In Python, use the tf.transformations module. In this module, quaternions are represented as vectors of the form [x, y, z, w]. Matrices are represented as a 4x4 numpy arrays. If you are not familiar with numpy, look up some tutorials, such as this quickstart guide.

tf.transformations uses 4x4 homogeneous transform matrices, which is a generalization of 3x3 rotation matrices. In a homogeneous transform matrix, the rotation matrix is embedded in the upper left corner. The 4th row and column are both 0, 0, 0, 1.

>>> import tf.transformations as tft
>>> import numpy as np
>>> help(tft) # Use this to look up documentation.
>>> mat = tft.quaternion_matrix([0, 0, 0, 1])
array([[ 1.,  0.,  0.,  0.],
       [ 0.,  1.,  0.,  0.],
       [ 0.,  0.,  1.,  0.],
       [ 0.,  0.,  0.,  1.]])
>>> mat[:3, :3]
array([[ 1.,  0.,  0.],
       [ 0.,  1.,  0.],
       [ 0.,  0.,  1.]])
>>> tft.quaternion_from_matrix(mat)
array([ 0.,  0.,  0.,  1.])
>>> mat2 = np.array([[0.866, -0.5,   0, 0],
                     [0.5,    0.866, 0, 0],
                     [0,      0,     1, 0],
                     [0,      0,     0, 1]])
>>> tft.quaternion_from_matrix(mat2)
array([ 0.        ,  0.        ,  0.25882081,  0.96591925])
>>> from geometry_msgs.msg import Quaternion
>>> yaw_by_30 = Quaternion(x=0, y=0, z=0.25882081, w=0.96591925)

Knowing about 3D rotations is great for perception and manipulation. However, for navigation purposes you can assume that the robot will stay upright on the ground, and that it will only rotate about the Z-axis. As a result, the only rotation parameter that matters to you for navigation is Θ, the rotation about the Z-axis. According to the ROS coordinate conventions, positive Θ is counter-clockwise. To remember this, use the right-hand rule: point your thumb in the positive direction of the axis, and your fingers will curl in the positive direction of rotation.

To get Θ, first convert your quaternion into a rotation matrix form:

>>> q = Quaternion(x=0, y=0, z=-0.922528078753, w=-0.385929972809)
>>> m = tft.quaternion_matrix([q.x, q.y, q.z, q.w])
array([[-0.70211611, -0.71206247, -0.        ,  0.        ],
       [ 0.71206247, -0.70211611,  0.        ,  0.        ],
       [ 0.        , -0.        ,  1.        ,  0.        ],
       [ 0.        ,  0.        ,  0.        ,  1.        ]])

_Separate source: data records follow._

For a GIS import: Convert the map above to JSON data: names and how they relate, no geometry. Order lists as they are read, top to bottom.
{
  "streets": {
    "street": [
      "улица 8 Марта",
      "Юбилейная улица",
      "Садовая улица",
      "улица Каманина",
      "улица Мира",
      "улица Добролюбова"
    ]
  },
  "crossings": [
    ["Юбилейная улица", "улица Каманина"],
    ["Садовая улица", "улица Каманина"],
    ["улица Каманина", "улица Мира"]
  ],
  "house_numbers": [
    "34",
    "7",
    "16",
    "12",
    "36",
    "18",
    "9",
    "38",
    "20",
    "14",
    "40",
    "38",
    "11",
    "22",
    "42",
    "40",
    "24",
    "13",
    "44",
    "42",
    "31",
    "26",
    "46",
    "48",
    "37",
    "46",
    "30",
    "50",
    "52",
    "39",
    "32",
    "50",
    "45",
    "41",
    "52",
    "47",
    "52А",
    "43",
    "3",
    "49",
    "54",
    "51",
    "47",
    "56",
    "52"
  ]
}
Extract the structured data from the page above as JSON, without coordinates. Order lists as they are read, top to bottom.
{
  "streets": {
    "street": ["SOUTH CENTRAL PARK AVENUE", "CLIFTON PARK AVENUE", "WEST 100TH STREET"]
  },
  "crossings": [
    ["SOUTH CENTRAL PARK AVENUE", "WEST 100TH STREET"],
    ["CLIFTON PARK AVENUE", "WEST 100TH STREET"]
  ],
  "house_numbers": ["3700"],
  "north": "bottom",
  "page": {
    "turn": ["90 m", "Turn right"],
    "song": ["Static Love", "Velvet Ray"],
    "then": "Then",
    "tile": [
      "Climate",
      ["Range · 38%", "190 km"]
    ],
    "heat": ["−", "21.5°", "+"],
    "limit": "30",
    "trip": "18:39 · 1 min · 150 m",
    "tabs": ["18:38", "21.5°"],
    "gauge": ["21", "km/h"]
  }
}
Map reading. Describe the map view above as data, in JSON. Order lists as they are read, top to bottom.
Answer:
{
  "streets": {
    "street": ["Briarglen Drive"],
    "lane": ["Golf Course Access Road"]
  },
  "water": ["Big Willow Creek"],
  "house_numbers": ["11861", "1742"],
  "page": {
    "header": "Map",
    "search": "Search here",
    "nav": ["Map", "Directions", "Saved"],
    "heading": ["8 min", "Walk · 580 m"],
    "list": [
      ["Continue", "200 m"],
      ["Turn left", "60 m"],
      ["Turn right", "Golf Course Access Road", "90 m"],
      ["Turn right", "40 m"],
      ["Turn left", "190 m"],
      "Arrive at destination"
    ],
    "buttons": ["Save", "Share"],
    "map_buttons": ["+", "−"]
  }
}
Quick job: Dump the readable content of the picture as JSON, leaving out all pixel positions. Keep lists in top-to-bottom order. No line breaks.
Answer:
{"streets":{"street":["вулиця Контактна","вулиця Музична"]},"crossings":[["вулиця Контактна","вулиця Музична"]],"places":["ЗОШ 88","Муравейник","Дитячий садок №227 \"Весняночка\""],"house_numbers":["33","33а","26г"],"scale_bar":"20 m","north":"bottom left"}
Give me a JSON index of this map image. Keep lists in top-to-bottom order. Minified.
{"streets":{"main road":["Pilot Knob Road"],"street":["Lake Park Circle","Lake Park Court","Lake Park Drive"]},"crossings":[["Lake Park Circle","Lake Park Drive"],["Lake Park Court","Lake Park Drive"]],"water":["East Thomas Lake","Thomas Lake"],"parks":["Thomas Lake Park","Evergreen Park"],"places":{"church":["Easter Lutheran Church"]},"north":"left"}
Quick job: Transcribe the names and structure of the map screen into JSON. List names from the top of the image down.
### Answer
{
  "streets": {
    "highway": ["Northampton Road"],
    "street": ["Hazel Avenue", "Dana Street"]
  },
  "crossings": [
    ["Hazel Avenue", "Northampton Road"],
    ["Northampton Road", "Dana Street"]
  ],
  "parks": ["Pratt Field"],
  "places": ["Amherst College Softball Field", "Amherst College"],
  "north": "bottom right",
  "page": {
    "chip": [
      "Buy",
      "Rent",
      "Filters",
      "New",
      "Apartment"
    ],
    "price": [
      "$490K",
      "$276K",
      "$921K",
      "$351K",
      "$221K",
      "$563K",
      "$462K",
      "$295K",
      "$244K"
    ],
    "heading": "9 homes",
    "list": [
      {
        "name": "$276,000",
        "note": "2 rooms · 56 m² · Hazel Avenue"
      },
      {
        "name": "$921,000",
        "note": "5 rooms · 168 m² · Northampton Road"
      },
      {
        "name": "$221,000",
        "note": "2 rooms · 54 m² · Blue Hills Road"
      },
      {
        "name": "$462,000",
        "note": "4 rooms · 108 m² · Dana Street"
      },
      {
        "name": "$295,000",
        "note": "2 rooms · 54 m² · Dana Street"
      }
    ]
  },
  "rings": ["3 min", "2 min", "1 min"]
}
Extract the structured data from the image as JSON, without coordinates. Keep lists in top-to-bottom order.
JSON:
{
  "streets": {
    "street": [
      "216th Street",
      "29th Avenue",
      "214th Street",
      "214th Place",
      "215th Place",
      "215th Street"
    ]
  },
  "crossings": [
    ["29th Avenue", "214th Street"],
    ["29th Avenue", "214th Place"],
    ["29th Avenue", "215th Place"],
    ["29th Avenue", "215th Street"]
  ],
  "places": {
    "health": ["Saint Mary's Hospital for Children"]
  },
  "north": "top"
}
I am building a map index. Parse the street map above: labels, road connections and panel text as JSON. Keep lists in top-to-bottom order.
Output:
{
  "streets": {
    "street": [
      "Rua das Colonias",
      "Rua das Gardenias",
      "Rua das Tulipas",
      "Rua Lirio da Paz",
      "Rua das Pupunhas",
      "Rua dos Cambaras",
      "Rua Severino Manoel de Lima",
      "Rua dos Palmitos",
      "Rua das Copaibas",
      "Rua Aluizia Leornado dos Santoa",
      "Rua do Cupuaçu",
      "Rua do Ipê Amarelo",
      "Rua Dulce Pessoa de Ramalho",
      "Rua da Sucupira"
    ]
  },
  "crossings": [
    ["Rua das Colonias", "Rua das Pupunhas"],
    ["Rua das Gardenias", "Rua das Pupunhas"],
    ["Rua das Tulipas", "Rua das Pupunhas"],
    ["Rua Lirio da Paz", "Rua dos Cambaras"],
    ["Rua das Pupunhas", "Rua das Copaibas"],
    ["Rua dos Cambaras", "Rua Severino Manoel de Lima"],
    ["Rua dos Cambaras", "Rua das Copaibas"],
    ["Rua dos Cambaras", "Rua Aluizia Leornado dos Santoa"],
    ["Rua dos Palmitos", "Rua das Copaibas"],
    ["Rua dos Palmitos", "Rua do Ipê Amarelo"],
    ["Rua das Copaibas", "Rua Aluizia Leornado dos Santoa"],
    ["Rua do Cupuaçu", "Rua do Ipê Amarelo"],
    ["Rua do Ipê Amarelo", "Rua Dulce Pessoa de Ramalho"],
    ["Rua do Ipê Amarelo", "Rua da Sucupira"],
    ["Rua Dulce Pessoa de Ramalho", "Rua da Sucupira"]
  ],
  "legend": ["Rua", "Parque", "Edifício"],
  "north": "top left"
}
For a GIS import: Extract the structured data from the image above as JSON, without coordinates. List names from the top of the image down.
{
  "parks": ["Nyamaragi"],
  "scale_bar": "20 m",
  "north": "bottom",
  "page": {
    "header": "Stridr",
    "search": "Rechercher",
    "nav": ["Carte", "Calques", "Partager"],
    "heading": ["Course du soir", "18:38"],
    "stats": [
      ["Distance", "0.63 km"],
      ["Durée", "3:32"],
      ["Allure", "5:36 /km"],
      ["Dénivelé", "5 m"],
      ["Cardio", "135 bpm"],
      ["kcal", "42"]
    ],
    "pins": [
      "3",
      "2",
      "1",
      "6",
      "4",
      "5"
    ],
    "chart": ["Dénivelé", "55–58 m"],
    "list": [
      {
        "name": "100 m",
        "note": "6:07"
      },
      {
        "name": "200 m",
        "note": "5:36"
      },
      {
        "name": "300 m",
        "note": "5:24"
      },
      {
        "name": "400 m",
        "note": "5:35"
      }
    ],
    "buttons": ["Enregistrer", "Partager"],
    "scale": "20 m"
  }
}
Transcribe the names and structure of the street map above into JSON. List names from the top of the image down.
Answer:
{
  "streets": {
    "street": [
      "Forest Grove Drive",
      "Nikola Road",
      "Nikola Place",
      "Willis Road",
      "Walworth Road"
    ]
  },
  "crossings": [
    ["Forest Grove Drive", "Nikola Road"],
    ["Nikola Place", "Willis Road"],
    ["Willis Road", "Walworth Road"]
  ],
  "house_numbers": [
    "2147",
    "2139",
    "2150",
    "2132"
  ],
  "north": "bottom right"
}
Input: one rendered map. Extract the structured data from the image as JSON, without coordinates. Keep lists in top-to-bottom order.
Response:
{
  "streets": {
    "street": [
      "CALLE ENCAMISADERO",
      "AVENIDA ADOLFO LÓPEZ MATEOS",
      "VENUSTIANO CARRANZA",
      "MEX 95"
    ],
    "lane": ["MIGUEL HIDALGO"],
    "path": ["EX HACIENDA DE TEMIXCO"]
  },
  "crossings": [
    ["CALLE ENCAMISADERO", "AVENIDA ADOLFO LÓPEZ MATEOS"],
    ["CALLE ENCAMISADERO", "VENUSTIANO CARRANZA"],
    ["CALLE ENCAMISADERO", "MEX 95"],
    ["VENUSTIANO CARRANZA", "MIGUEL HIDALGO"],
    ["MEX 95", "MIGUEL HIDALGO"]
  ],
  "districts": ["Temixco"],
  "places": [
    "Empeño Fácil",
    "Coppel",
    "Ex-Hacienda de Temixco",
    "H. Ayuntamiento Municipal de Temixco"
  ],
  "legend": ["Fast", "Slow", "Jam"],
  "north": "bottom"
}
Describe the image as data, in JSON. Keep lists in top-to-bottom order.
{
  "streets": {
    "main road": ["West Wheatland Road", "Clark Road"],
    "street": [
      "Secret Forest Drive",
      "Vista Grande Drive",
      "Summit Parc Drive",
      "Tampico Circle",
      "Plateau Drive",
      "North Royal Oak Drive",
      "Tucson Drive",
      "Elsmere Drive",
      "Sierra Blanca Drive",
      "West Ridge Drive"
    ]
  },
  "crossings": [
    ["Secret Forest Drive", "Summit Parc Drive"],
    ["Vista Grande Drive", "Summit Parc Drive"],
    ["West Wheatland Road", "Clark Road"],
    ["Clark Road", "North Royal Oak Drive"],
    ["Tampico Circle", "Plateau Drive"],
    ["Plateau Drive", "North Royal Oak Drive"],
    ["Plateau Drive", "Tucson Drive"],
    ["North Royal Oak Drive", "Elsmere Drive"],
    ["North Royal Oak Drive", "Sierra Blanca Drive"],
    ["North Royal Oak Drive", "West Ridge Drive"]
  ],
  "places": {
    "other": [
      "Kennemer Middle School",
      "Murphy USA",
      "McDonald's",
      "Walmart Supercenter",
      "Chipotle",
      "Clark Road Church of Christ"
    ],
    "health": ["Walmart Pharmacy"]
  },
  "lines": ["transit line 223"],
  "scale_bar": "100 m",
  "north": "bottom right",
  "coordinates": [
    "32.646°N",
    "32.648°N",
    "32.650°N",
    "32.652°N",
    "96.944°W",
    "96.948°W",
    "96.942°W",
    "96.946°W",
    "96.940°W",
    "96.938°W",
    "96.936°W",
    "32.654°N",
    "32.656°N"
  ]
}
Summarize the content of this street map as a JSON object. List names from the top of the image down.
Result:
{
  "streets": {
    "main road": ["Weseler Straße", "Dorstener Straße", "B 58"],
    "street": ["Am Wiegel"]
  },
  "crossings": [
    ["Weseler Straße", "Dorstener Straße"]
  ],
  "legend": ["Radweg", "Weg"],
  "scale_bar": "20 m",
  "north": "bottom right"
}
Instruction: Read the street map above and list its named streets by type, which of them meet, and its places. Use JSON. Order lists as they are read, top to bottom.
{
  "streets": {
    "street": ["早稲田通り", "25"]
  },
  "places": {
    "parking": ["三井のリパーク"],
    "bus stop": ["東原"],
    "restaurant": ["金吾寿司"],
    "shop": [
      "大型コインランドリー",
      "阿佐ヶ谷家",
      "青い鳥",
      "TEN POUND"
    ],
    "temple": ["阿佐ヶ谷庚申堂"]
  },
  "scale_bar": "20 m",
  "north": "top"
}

To find Θ, all we need to do is figure out the rotation of the X-axis. We know that Θ = atan(y/x), but this can be problematic when x is 0 or close to 0. Instead, we will use the two-argument arctangent function:

>>> import math
>>> x = m[0, 0] # The x value of the x-axis (first column)
-0.70211611
>>> y = m[1, 0] # The y value of the x-axis
0.71206247
>>> theta_rads = math.atan2(y, x)
2.349161293235385
>>> theta_degs = theta_rads * 180 / math.pi
134.5877860762304

At this point, you will probably want to write a utility function called quaternion_to_yaw(q) that automates the above process.

A simple way to navigate to a desired location is to rotate towards the location, then drive straight. This assumes that there are no obstacles in the way.

Computing the angle you need to turn is straightforward:

1. Given the desired location and the current location of the robot, compute the vector offset between them.
2. Once again, use math.atan2 to get the angle the robot should be pointing.
3. Finally, subtract the desired angle from the robot's current angle. This is how much to rotate.